Top Highlights [in no particular order because it was all fabulous]:
1) Prayer walk through the 'Red Light District' (another post will be written all about that)
2) Praise and worship at the volunteer house- on Friday night we joined many of he Shelter Hostel volunteers at their house for a night of worship. This time was completely relaxed and a few hours of brothers and sisters coming together and worshiping our Maker. God definitely met us right where we were at.
3) Hostel Night- on Friday we hosted hostel night with a theme of 'change.' We had a free meal for all the guests (curry- yummmm!), played a few games, and my wonderful teammate Kelley shared her testimony. While in the kitchen preparing the meal I looked out and was overwhelmed by the sight of people of all nations, who had never met, interacting with one another, laughing, and exchanging stories. 
4) The Corrie TenBoom house- On our day off we went to Harlem and biked to the coast- BEAUTIFUL! Afterwards we visited the Corrie TenBoom house. For those of you who don't know her story google it. Right now. Seriously, did you do it? She has an amazing testimony of God's grace and redemption. During our tour I was brought to tears in her bedroom where she hid eight Jews and was brought to a concentration camp for it. Her father and sister both died, but she survived. Her family helped over 800 Jews, had 8 in hiding during their capture, witnessed in concentration camps, and by the grace of God forgave the man who turned their family in. Corrie wrote this man a letter saying she forgave him and he became a believer shortly before being executed. Praise the Lord! God is good.
5) Bike crash with Bekah :) and dual encouragement- Bekah was our host during our time there and was such a blessing to me. She has a beautiful, strong soul and is committed to furthering the Kingdom. And we crashed in the middle of a tram was great.
7) Getting to know the staff. - Again, so blessed by these people. The majority are volunteers between the ages of 18-25 spending 3-9 months volunteering at the Shelters.

our team for the 10 days
now plus our leader, Derek. Heading home!

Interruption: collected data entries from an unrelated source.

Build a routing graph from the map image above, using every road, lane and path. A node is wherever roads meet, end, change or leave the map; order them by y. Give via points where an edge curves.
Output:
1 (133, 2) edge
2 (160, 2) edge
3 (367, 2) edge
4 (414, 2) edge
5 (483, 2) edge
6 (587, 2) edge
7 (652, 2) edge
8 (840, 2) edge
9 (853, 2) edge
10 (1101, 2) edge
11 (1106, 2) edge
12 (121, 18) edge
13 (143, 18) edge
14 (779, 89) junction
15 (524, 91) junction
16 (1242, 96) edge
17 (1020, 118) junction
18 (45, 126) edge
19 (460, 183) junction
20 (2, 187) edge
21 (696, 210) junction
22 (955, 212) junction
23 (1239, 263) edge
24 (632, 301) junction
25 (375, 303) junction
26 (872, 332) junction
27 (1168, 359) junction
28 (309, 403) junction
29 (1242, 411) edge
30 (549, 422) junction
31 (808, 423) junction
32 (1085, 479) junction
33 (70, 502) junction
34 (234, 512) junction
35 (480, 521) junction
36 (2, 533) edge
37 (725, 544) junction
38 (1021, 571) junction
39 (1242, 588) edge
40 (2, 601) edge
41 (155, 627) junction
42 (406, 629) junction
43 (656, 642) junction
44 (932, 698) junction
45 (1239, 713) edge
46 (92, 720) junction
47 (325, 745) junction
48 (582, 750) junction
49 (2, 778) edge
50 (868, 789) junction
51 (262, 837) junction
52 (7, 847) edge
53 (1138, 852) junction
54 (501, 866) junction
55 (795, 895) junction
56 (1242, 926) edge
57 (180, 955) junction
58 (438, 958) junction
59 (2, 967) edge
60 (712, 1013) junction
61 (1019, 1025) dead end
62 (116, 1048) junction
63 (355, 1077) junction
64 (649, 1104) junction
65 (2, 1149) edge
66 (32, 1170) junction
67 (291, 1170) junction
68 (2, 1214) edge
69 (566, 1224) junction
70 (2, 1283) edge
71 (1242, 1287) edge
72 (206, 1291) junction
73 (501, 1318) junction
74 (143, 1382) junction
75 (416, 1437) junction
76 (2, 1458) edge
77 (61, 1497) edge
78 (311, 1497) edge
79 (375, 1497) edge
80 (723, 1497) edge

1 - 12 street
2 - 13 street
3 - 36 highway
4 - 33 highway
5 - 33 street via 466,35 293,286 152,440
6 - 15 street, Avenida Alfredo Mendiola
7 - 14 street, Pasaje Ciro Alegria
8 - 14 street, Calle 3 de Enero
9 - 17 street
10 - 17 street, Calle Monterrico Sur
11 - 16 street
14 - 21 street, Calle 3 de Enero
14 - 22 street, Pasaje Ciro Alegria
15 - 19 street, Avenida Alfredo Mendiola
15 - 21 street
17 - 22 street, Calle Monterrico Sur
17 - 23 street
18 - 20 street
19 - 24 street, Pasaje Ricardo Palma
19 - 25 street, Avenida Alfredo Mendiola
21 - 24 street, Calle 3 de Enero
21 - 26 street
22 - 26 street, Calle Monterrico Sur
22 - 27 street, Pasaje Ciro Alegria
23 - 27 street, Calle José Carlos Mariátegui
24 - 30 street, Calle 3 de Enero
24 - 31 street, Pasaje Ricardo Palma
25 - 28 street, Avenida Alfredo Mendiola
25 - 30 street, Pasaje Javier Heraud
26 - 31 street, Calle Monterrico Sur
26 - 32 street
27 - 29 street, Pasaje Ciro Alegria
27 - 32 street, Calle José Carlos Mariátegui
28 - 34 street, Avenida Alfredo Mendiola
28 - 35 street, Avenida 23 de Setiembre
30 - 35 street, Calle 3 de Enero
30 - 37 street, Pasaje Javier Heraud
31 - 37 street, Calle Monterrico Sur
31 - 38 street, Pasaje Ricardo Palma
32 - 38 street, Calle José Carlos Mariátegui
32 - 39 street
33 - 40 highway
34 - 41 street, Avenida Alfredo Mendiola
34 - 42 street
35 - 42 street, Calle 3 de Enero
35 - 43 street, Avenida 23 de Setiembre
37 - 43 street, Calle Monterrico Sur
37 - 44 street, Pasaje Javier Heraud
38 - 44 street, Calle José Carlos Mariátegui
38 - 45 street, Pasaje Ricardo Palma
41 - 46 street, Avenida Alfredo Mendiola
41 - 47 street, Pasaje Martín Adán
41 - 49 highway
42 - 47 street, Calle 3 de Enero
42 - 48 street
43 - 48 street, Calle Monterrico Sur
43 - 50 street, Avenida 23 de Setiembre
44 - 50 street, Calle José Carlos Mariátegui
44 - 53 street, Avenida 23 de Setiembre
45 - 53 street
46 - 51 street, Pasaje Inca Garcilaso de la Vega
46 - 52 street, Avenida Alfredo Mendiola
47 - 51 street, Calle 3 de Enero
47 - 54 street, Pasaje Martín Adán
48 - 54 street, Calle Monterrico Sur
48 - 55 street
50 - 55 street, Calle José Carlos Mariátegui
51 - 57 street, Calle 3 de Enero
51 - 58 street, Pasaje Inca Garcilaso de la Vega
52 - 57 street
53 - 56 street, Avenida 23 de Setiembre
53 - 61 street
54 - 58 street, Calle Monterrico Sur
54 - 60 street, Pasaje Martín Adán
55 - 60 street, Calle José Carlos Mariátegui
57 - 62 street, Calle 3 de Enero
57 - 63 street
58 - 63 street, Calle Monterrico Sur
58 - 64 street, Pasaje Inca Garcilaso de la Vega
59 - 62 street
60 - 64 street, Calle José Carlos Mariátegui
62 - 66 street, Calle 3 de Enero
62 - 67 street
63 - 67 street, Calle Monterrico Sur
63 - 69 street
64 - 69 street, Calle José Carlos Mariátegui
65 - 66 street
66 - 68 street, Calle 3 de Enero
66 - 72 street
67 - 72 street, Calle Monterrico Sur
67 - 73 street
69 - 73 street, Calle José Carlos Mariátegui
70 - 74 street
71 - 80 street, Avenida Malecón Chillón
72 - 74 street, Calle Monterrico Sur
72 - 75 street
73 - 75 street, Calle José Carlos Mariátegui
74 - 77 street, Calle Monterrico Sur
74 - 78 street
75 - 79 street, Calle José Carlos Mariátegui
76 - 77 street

Beautiful reminders from the Lord:
1) I am nothing without God. Lots of times I can forget this and think I have a lot of the answers...but I don't. God is so much bigger than me. He loves me. And He has a glorious plan.
2) God crosses cultural boundaries- I saw this over and over throughout the week. I often felt helpless to cross the boundaries, but the Lord did and changed hearts. 
3) Giving people hope can be as easy as saying hello and asking “How are you?”
4) God is victorious!- God reminded me of this on my prayer walk. In the midst of darkness and sin I was overcome with a sense of victory and hope.
5) Becoming comfortable in a routine not centered on Christ is not okay.- This is really easy for me to slip into back home and at school, but it's not okay. I was not only reminded of this, but challenged to change it. Keep me accountable, okay? 
6) Prayer, the Word, and an intentional community of believers is critical to maintaining a walk with Jesus
7) My faith is weak, but my Jesus is strong. - This is actually a quote from Corrie TenBoom and it stuck with me all week. My faith is weak, but my Jesus is strong. We serve a great, big, and mighty God.